Monitoramento da Ajuda Humanitária

Mizrachi divulgou em suas redes sociais um vídeo mostrando a localização dos rastreadores do tipo AirTag. O vídeo revela que dois dispositivos estão na região de La Guaira, a área mais afetada pelos terremotos. Um terceiro rastreador aparece em Maturín, localizada a 531 km do centro da tragédia.

Segundo o prefeito, o objetivo da iniciativa era assegurar aos voluntários mobilizados que as doações chegariam à Venezuela.

Mizrachi declarou: “O mínimo que podia fazer era garantir para todos, com um pouquinho de tecnologia, que efetivamente suas doações chegaram à Venezuela”.

Os rastreadores correspondem a 40 toneladas de ajuda já enviada. O prefeito indicou que mais remessas seriam deslocadas para o país nos dias seguintes.

Em 5 de julho de 2026, Mizrachi publicou que mais 17 toneladas foram despachadas. Ele agradeceu o esforço do governo federal e da iniciativa privada na coleta de recursos para a Venezuela.

Balanço da Tragédia Aumenta

O governo venezuelano divulgou um novo boletim em 5 de julho de 2026, atualizando o número de mortos para 3.342 e os feridos para mais de 16.700. Os terremotos atingiram o país em 24 de junho de 2026.

Mais de 150 corpos sem identificação foram enterrados em valas individuais no cemitério La Esperanza, em La Guaira.

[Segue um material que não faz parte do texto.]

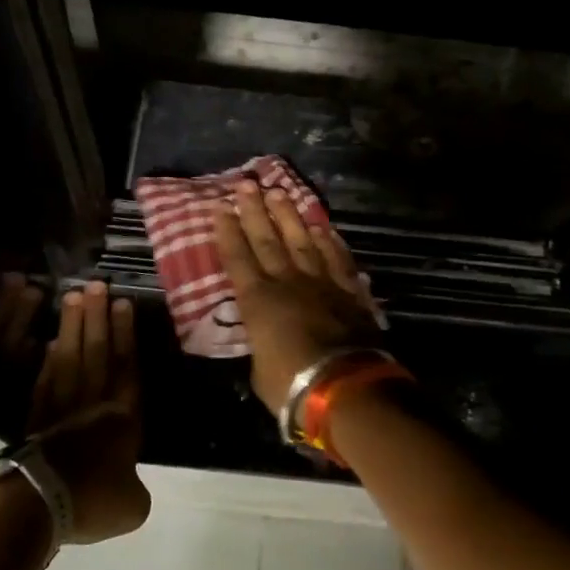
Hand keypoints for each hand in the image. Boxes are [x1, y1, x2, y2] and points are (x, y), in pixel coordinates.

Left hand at [26, 281, 149, 544]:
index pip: (126, 366)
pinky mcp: (34, 420)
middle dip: (98, 317)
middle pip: (97, 352)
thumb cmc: (91, 500)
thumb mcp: (131, 506)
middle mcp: (92, 404)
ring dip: (74, 327)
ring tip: (74, 297)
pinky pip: (45, 381)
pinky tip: (52, 342)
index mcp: (122, 419)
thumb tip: (128, 484)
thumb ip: (134, 488)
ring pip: (71, 358)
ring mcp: (60, 409)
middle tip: (96, 284)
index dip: (125, 334)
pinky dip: (50, 360)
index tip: (123, 303)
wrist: (37, 506)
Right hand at [213, 180, 381, 413]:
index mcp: (257, 300)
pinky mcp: (348, 289)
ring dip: (289, 215)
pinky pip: (336, 257)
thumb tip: (264, 336)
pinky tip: (322, 226)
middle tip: (246, 184)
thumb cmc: (290, 385)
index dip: (227, 231)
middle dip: (254, 210)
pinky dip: (328, 240)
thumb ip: (260, 342)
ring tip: (279, 192)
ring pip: (301, 240)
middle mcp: (286, 281)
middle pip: (266, 239)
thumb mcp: (259, 369)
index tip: (221, 206)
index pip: (237, 257)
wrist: (343, 385)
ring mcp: (320, 281)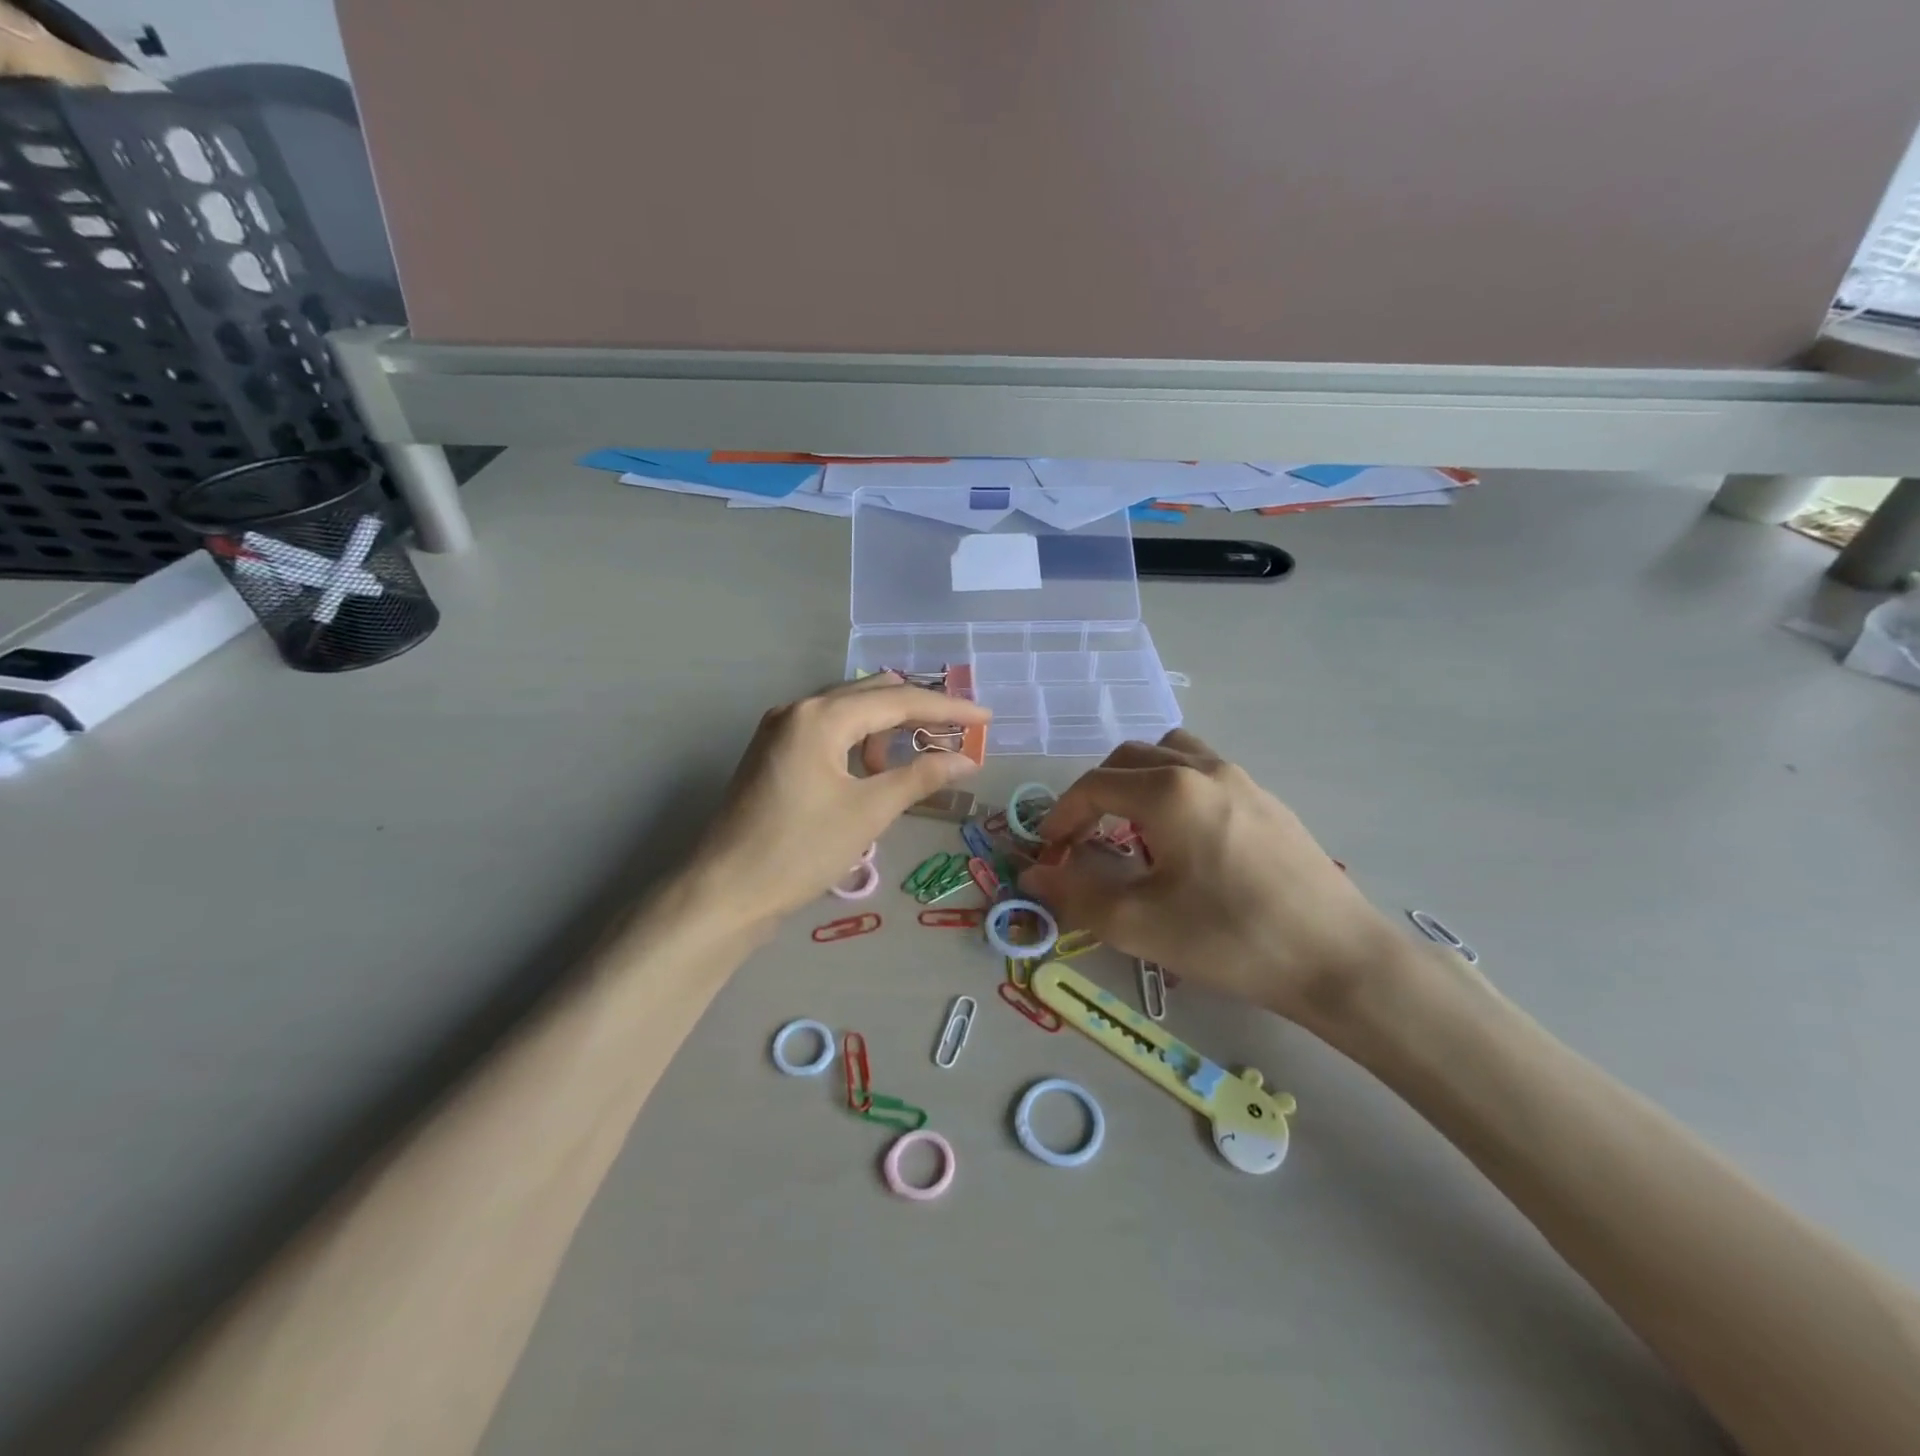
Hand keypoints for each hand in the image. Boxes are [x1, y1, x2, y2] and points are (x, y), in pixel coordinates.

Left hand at [686, 675, 990, 932]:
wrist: (725, 892)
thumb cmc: (800, 850)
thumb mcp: (869, 812)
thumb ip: (921, 777)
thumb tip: (966, 759)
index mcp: (820, 716)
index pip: (897, 699)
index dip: (947, 708)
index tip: (986, 717)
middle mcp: (798, 709)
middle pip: (872, 694)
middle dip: (918, 709)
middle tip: (959, 729)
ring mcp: (780, 729)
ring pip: (849, 711)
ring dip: (888, 726)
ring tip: (918, 755)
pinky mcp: (774, 753)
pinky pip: (829, 731)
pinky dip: (860, 742)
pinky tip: (874, 769)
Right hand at [1016, 730, 1402, 1024]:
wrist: (1339, 959)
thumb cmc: (1231, 938)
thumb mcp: (1141, 924)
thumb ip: (1077, 894)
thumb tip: (1033, 875)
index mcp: (1169, 790)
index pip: (1094, 785)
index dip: (1061, 816)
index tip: (1050, 853)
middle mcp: (1203, 768)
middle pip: (1129, 758)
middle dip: (1095, 794)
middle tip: (1083, 839)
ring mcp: (1241, 778)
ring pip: (1170, 753)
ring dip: (1136, 780)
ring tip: (1131, 827)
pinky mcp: (1266, 799)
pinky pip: (1203, 771)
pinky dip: (1173, 787)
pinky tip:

Este estado é o mais impactado da Venezuela.

Cada sepultamento de pessoa não identificada, em uma área afastada do cemitério, é marcado por um pequeno buquê de flores aos pés de uma austera cruz branca, com uma placa com a inscrição “Identificação especial” e a data do falecimento, 24 de junho de 2026.

No dia 4 de julho de 2026, o Ministério das Comunicações da Venezuela havia informado um balanço de 2.954 mortos e 16.592 feridos. O novo balanço representa um aumento de 388 mortes. As autoridades ainda não preveem a quantidade total de pessoas a serem encontradas até o final das buscas.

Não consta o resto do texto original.